* Raw data:
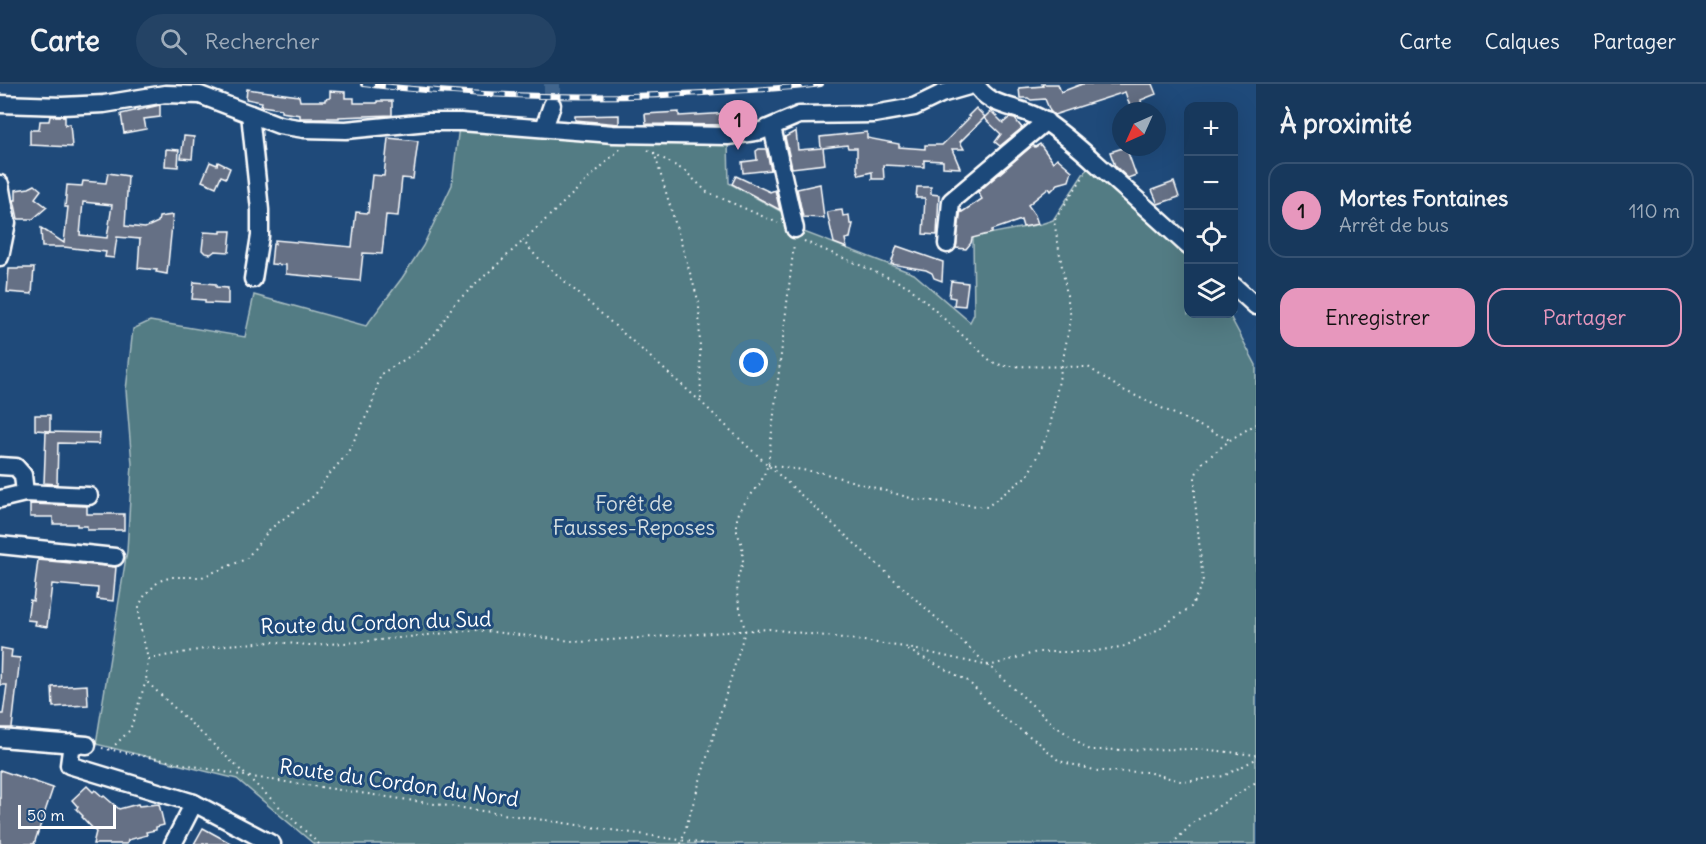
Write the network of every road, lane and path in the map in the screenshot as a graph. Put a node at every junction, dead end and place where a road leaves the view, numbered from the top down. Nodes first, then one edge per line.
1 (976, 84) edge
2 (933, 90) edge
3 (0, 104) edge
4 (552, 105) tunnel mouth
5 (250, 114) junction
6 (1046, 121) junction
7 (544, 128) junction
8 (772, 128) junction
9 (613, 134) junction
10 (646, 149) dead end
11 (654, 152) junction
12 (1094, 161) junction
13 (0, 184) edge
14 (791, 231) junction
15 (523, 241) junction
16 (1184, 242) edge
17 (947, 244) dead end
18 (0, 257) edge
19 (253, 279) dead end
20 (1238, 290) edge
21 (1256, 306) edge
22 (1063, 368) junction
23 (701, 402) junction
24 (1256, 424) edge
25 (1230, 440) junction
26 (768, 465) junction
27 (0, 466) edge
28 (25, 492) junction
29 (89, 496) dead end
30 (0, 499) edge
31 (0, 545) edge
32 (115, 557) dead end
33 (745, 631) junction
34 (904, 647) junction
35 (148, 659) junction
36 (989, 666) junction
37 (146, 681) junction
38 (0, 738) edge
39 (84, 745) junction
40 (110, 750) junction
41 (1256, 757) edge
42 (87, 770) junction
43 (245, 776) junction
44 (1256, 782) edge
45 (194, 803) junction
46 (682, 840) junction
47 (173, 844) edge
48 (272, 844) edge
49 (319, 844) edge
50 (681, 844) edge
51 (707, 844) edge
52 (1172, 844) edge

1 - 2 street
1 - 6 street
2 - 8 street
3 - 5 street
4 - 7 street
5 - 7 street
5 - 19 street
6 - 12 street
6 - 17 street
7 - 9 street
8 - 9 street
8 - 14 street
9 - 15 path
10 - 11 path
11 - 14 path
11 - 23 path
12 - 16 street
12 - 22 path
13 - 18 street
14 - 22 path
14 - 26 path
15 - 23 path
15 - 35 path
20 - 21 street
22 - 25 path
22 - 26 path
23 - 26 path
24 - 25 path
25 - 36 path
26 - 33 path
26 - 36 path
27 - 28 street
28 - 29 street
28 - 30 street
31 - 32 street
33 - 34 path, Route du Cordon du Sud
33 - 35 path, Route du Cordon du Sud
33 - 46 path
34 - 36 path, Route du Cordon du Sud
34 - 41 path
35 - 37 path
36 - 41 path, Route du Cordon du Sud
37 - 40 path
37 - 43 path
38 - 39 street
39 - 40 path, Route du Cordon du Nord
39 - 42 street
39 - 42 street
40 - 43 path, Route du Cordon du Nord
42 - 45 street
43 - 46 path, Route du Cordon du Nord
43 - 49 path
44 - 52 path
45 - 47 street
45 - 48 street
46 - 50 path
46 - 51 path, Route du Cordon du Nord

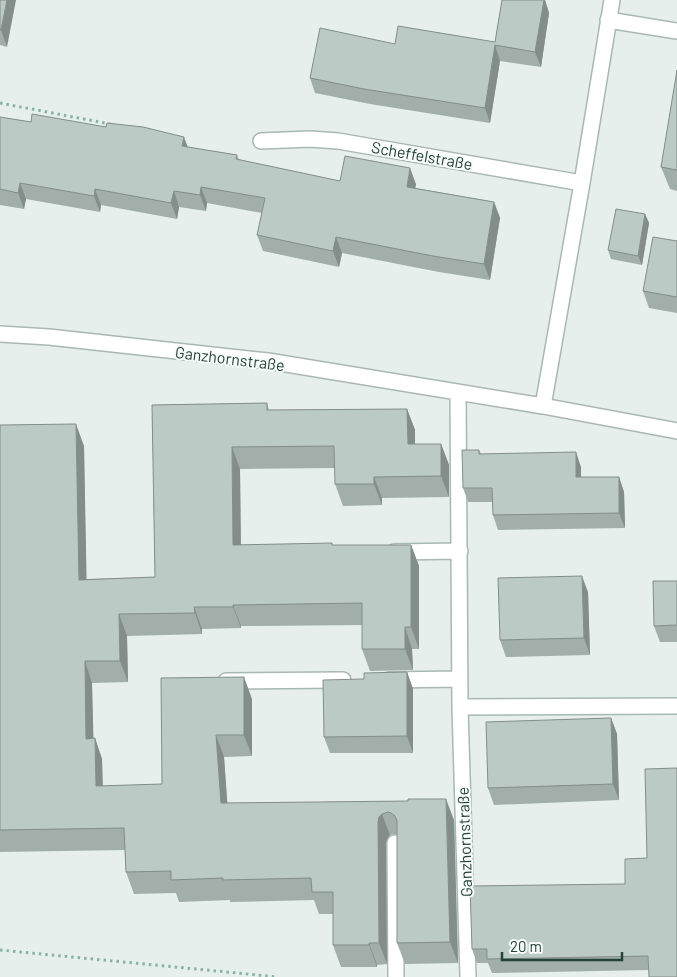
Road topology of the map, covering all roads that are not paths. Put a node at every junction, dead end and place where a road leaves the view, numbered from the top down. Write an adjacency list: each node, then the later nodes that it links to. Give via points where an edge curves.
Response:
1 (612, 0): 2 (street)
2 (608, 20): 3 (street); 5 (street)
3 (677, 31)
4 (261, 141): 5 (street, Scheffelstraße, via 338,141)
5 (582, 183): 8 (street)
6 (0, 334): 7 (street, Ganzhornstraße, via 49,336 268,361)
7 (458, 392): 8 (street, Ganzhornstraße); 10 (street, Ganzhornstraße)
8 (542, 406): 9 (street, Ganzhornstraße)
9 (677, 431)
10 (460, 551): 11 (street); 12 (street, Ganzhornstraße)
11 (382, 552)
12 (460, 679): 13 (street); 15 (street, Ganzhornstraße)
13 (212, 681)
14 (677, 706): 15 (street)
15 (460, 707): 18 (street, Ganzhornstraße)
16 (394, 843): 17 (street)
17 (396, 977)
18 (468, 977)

* Directions for this task: Reproduce, with both ends included, the lines from the one holding "Road topology of" to the end of the records above.

* Solution:
Road topology of the map, covering all roads that are not paths. Put a node at every junction, dead end and place where a road leaves the view, numbered from the top down. Write an adjacency list: each node, then the later nodes that it links to. Give via points where an edge curves.
Response:
1 (612, 0): 2 (street)
2 (608, 20): 3 (street); 5 (street)
3 (677, 31)
4 (261, 141): 5 (street, Scheffelstraße, via 338,141)
5 (582, 183): 8 (street)
6 (0, 334): 7 (street, Ganzhornstraße, via 49,336 268,361)
7 (458, 392): 8 (street, Ganzhornstraße); 10 (street, Ganzhornstraße)
8 (542, 406): 9 (street, Ganzhornstraße)
9 (677, 431)
10 (460, 551): 11 (street); 12 (street, Ganzhornstraße)
11 (382, 552)
12 (460, 679): 13 (street); 15 (street, Ganzhornstraße)
13 (212, 681)
14 (677, 706): 15 (street)
15 (460, 707): 18 (street, Ganzhornstraße)
16 (394, 843): 17 (street)
17 (396, 977)
18 (468, 977)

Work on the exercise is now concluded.